Budd additionally revealed that according to Microsoft's ongoing monitoring of the situation attacks are still not widespread. The Redmond Company set in motion its MSRA partners to ensure added protection for customers and also updated Windows Live Safety Scanner and Windows Live One Care.
Although Microsoft claims that attacks are still limited, Symantec, McAfee and Sophos have all warned of the fact that botnet operators are actively exploiting the DNS vulnerability. Security developer Sophos has in fact joined the ranks of Symantec and McAfee that have issued warnings since yesterday, in informing the public that the W32/Delbot-AI worm (also known as Nirbot or Rinbot) is actively exploiting the DNS vulnerability.

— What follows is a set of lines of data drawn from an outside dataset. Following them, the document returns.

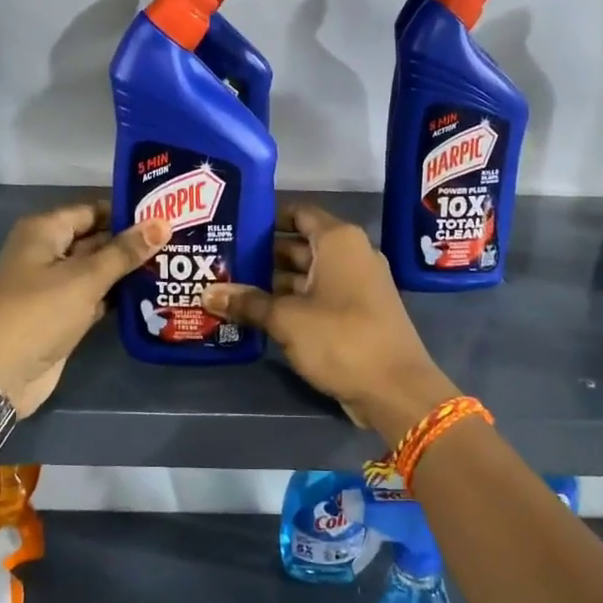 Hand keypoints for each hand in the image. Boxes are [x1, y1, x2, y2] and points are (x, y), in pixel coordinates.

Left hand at [0, 200, 168, 417]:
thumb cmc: (37, 313)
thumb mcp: (84, 278)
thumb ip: (125, 252)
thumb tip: (163, 223)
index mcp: (45, 231)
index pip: (93, 211)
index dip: (127, 212)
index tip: (167, 214)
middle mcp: (48, 253)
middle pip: (97, 240)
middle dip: (133, 243)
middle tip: (180, 240)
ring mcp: (55, 287)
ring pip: (98, 271)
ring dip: (129, 272)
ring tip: (175, 265)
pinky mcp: (63, 317)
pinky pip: (96, 298)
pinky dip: (118, 297)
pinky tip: (154, 295)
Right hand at [200, 203, 457, 444]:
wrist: (395, 389)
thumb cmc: (341, 338)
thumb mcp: (286, 319)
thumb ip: (247, 303)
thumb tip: (207, 293)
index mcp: (338, 240)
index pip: (298, 213)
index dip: (266, 217)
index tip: (233, 224)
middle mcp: (350, 254)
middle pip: (299, 245)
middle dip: (262, 254)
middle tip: (221, 260)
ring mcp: (355, 285)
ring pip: (306, 274)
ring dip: (272, 282)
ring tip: (230, 287)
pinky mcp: (355, 313)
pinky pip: (316, 297)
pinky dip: (290, 302)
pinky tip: (256, 313) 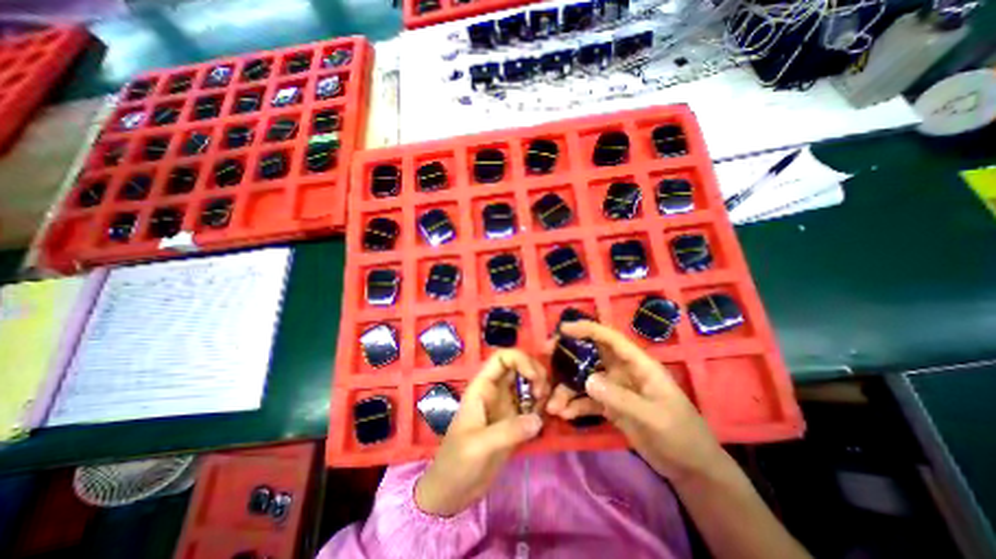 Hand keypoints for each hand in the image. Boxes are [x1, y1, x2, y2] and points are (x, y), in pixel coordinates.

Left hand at [418, 351, 547, 516]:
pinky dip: (541, 406)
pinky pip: (532, 404)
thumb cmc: (457, 462)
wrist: (453, 491)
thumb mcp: (479, 445)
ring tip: (545, 408)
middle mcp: (496, 390)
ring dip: (541, 390)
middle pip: (520, 366)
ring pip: (528, 384)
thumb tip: (538, 419)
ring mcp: (507, 405)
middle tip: (542, 395)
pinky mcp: (515, 421)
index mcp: (482, 387)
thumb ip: (508, 431)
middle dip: (536, 374)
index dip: (520, 359)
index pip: (502, 358)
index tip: (534, 378)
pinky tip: (543, 419)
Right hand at [549, 320, 729, 481]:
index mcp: (638, 365)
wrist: (692, 469)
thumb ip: (620, 399)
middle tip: (545, 357)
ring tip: (552, 405)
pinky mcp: (611, 406)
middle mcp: (623, 372)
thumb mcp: (653, 418)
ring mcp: (616, 389)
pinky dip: (575, 405)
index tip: (563, 329)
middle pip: (591, 355)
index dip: (588, 330)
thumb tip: (587, 380)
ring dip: (567, 389)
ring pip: (585, 379)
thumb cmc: (681, 435)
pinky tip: (563, 415)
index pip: (611, 339)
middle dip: (568, 355)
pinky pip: (588, 400) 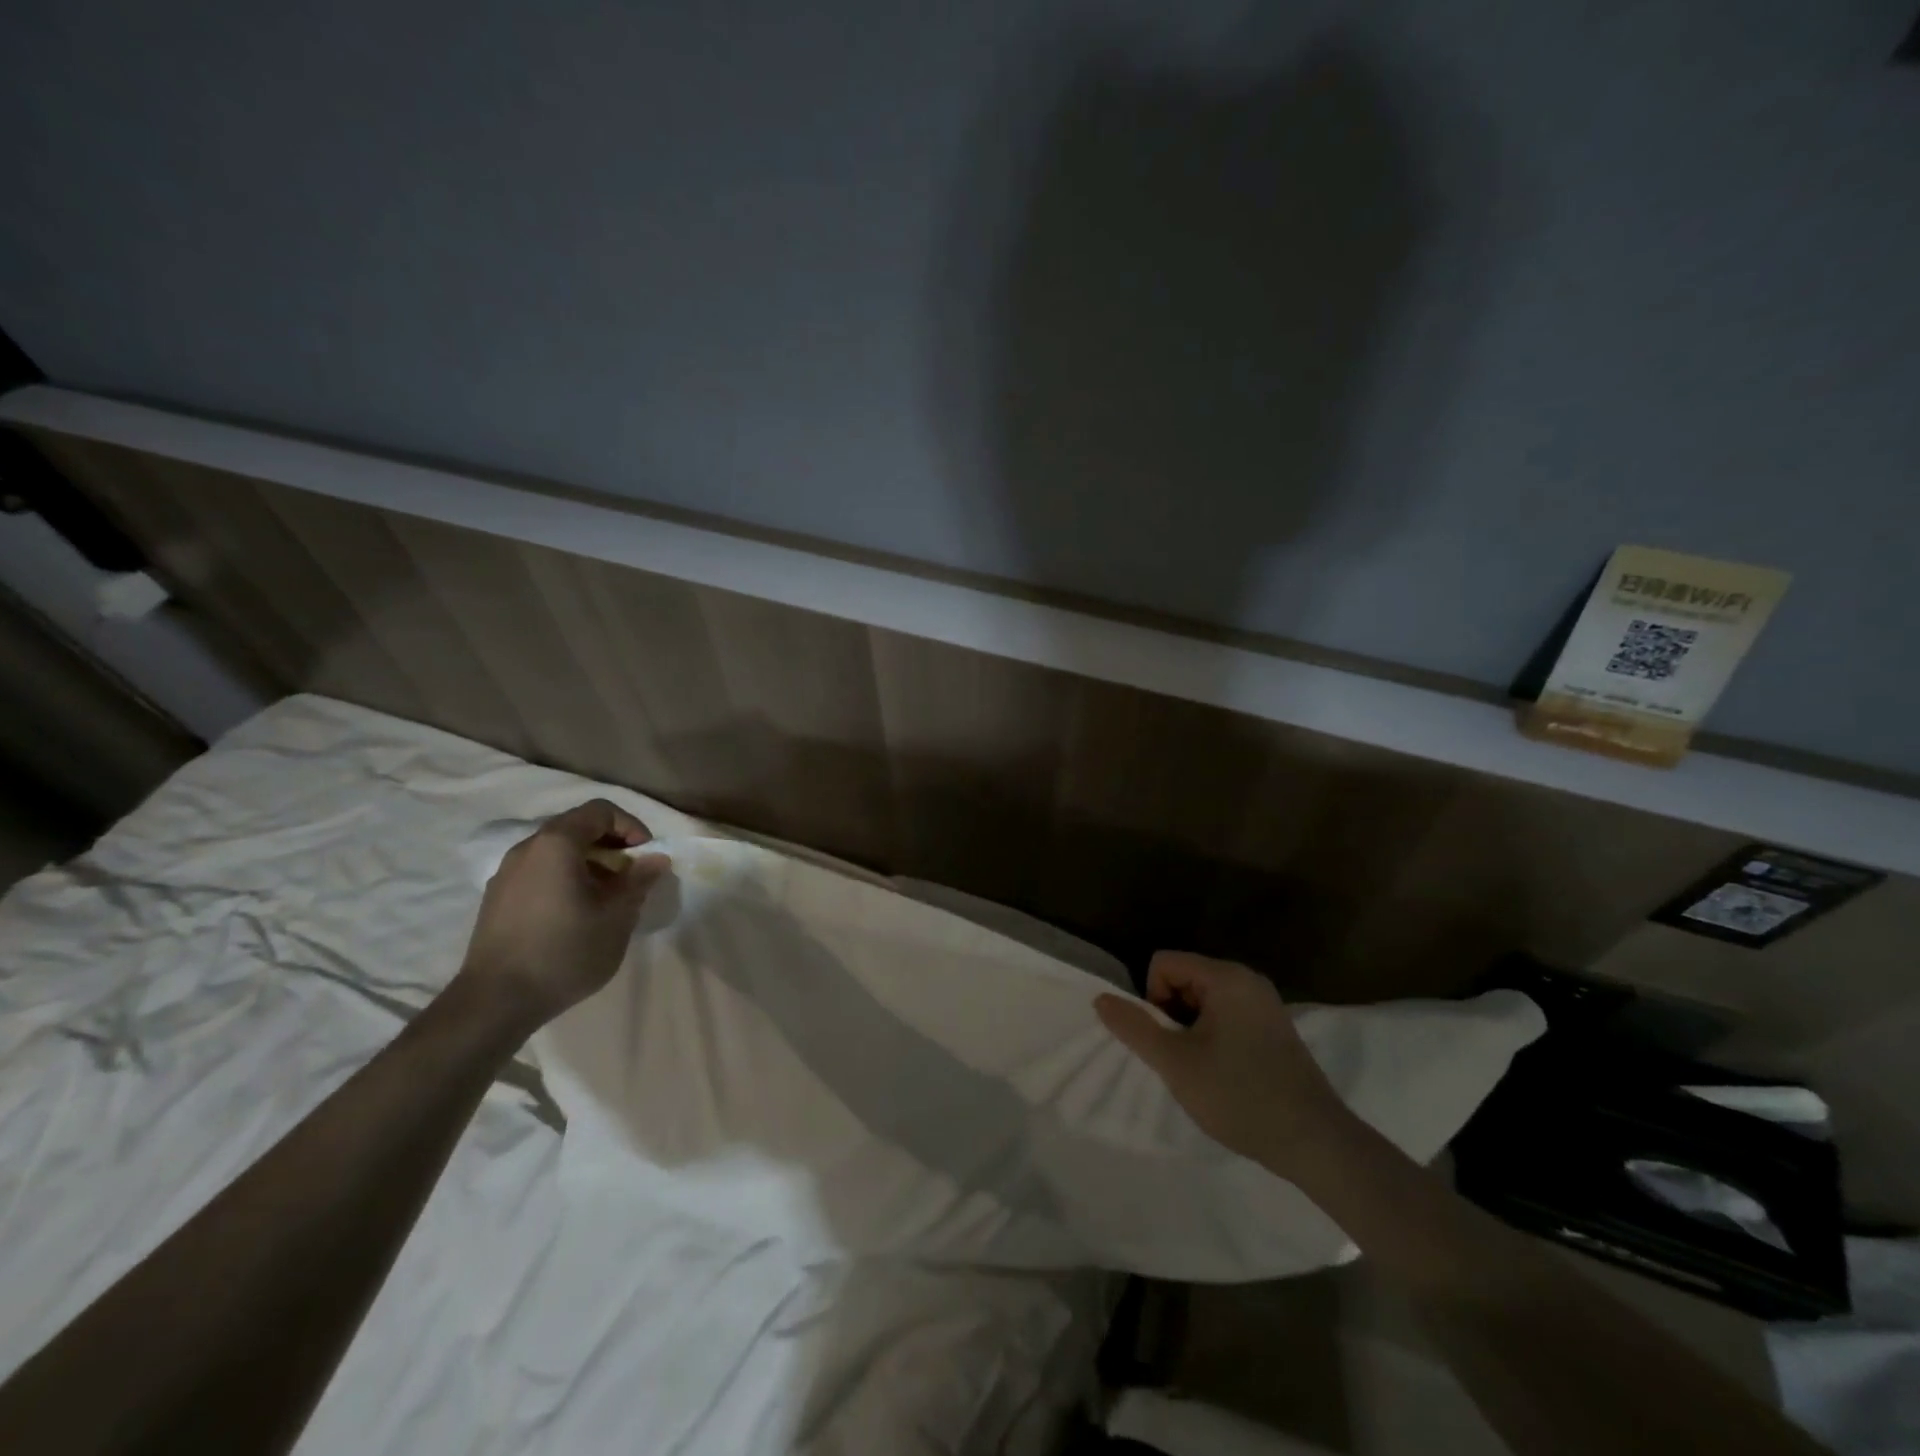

"This flaw in Microsoft's code has only been known about for a handful of days, and already there is a worm which is taking advantage of the problem in its attempt to infect as many PCs as possible. Time and time again hackers are forcing companies like Microsoft to scrabble around to develop, test and roll-out a software patch," said Graham Cluley, senior technology consultant for Sophos. "Businesses should ensure that their computers are properly configured, and protected with up-to-date anti-virus software, hardened firewalls and patches."
Budd stated that Microsoft was not prepared in giving an official estimate on when all the 133 security updates for the DNS vulnerability will be made available but he did point to May 8 as a possible release date.